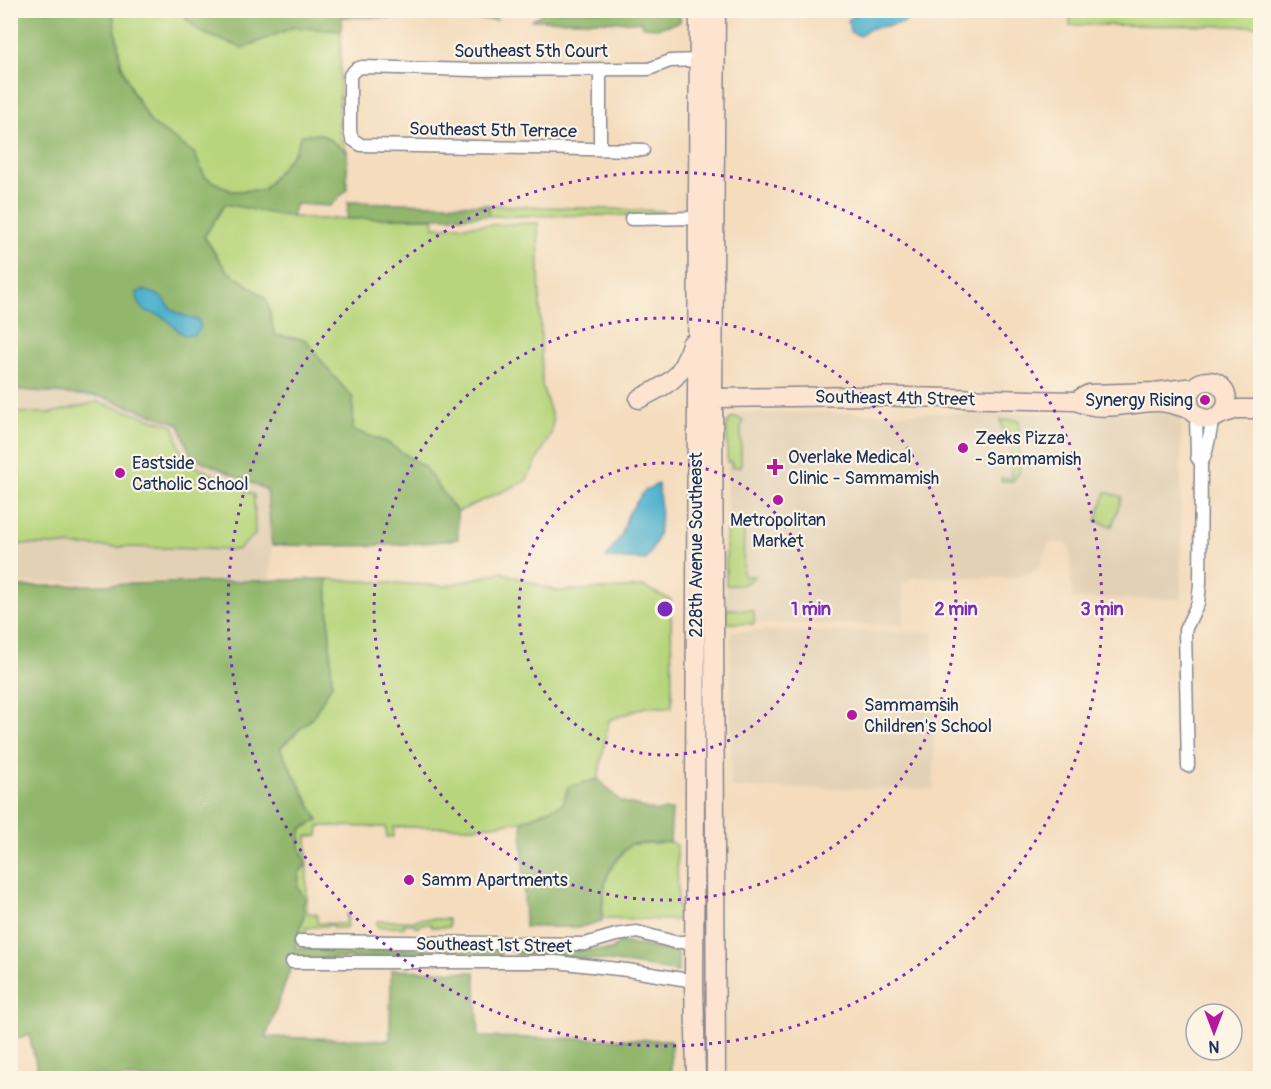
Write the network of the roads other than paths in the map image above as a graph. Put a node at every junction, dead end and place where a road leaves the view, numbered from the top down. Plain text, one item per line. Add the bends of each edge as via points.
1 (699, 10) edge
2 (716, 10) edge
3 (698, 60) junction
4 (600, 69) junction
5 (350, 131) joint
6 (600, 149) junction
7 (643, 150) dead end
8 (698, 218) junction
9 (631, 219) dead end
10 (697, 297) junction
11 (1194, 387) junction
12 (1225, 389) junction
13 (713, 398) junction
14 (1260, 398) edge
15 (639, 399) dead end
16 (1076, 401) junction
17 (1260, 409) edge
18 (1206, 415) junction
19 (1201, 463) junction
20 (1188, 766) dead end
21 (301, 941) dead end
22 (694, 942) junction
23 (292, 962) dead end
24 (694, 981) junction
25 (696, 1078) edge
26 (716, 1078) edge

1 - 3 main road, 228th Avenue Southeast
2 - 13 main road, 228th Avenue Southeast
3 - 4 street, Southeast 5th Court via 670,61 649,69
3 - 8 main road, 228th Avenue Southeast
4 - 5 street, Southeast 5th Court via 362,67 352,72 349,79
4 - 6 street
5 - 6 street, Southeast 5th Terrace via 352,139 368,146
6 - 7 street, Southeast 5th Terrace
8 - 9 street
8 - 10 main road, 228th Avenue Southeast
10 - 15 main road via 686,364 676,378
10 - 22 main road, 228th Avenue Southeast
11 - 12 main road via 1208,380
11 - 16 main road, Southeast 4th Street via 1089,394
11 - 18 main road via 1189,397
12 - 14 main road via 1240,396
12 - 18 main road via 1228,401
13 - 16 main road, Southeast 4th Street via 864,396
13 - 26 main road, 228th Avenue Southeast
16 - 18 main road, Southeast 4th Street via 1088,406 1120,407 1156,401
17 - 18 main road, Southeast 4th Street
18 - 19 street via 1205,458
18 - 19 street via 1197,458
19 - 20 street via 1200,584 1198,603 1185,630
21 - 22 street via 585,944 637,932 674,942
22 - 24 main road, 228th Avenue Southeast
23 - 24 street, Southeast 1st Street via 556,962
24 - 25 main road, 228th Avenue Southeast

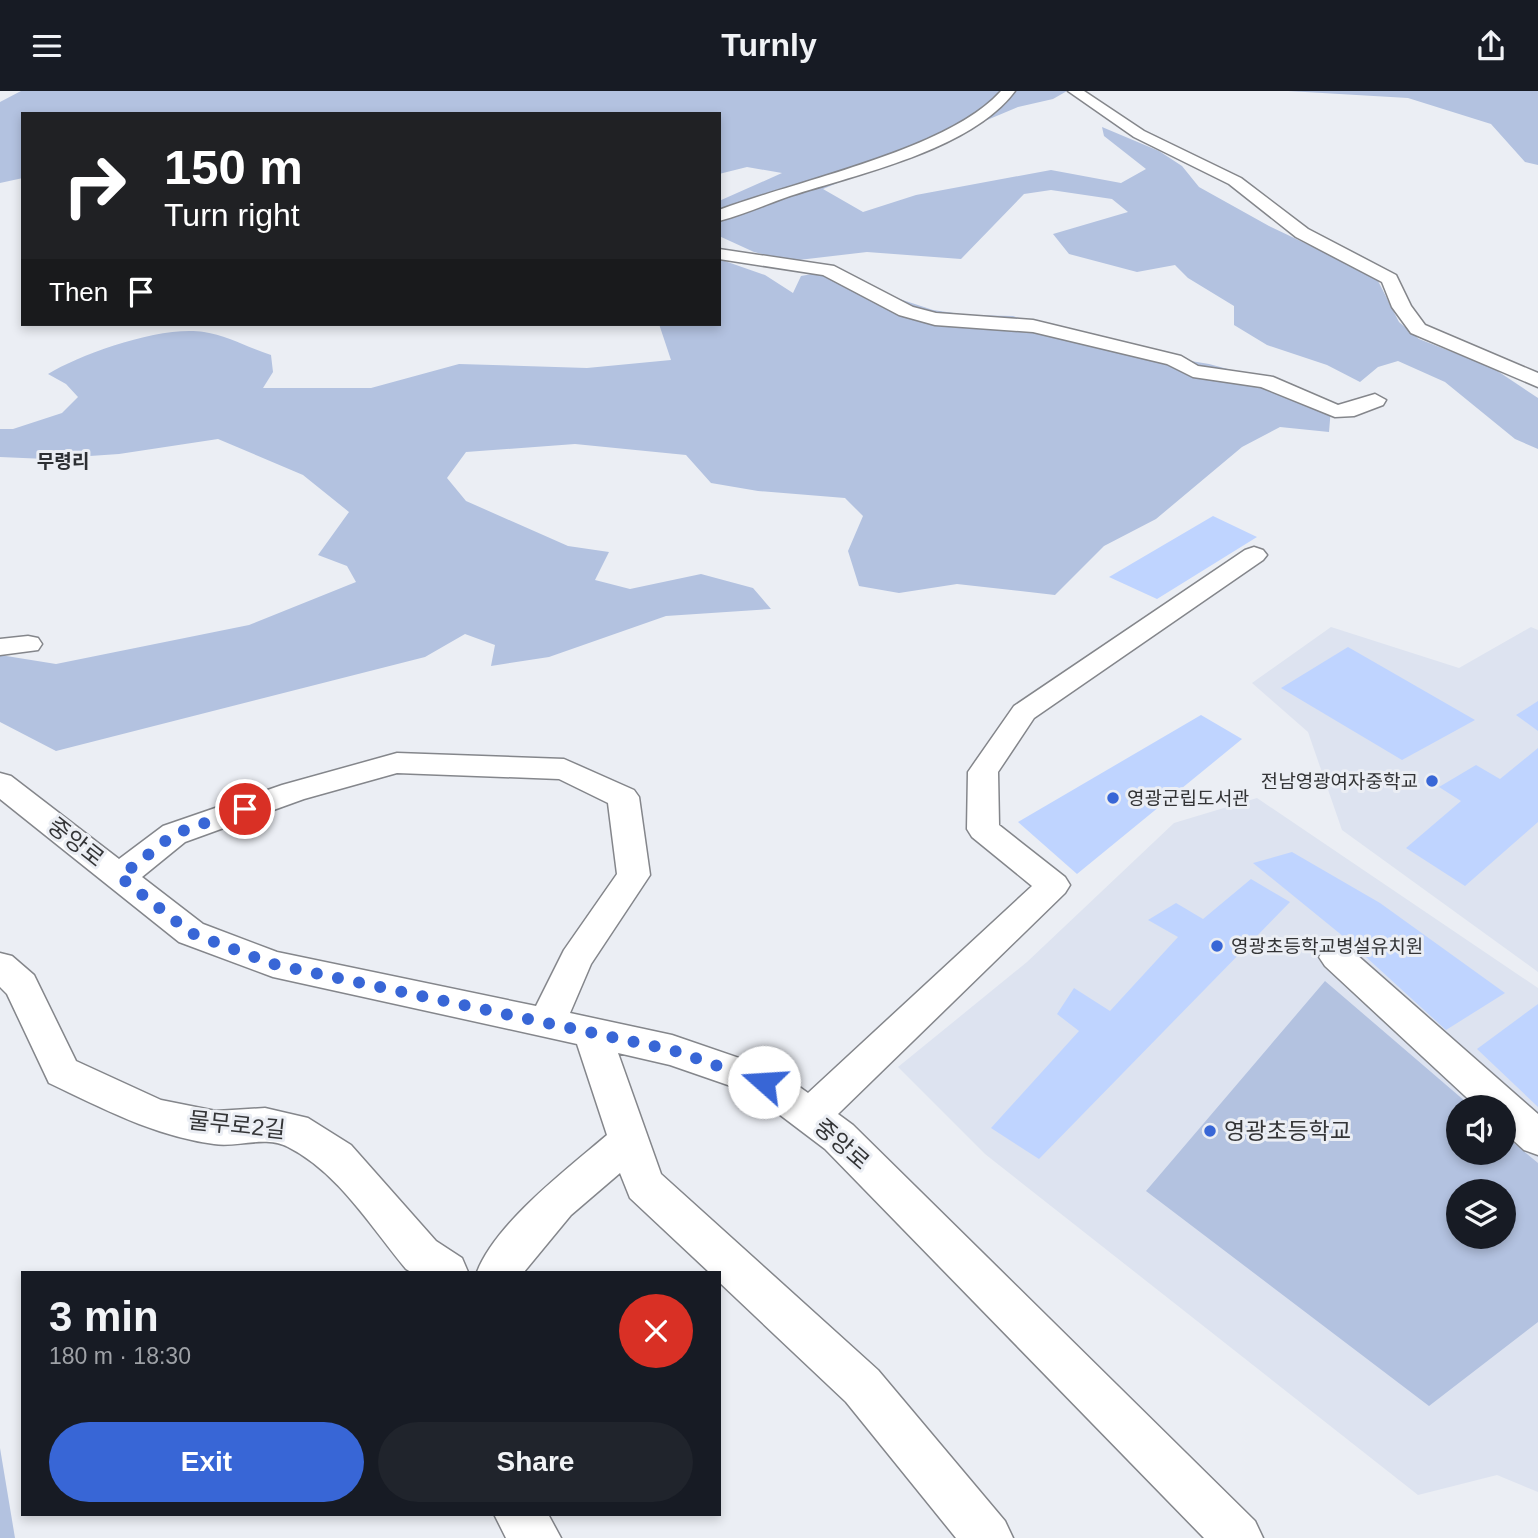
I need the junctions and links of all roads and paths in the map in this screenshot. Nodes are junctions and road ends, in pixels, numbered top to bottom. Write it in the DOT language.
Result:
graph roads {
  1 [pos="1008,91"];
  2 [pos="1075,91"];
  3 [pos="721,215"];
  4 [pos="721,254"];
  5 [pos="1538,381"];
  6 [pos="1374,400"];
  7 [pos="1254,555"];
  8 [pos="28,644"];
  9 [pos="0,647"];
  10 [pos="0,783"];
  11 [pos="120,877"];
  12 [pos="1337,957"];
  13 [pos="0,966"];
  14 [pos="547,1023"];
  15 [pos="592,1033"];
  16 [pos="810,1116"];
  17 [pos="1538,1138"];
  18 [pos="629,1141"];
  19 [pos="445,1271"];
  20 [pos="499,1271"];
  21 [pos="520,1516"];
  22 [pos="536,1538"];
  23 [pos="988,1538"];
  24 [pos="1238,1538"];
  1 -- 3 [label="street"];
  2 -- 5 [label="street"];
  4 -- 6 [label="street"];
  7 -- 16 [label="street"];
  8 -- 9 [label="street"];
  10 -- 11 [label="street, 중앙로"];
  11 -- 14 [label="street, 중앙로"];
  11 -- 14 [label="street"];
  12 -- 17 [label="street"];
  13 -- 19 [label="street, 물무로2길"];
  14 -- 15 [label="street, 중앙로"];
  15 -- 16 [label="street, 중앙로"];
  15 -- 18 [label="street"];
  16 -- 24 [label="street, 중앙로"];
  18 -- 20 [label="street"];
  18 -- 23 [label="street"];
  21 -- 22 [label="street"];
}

=======

GOAL OF THE EXERCISE: Find every line in the records above that contains the word "edge", and copy each one.

WRITTEN ANSWER:
Write the network of the roads other than paths in the map image above as a graph. Put a node at every junction, dead end and place where a road leaves the view, numbered from the top down. Plain text, one item per line. Add the bends of each edge as via points.
1 (699, 10) edge
2 (716, 10) edge
14 (1260, 398) edge
17 (1260, 409) edge
25 (696, 1078) edge
26 (716, 1078) edge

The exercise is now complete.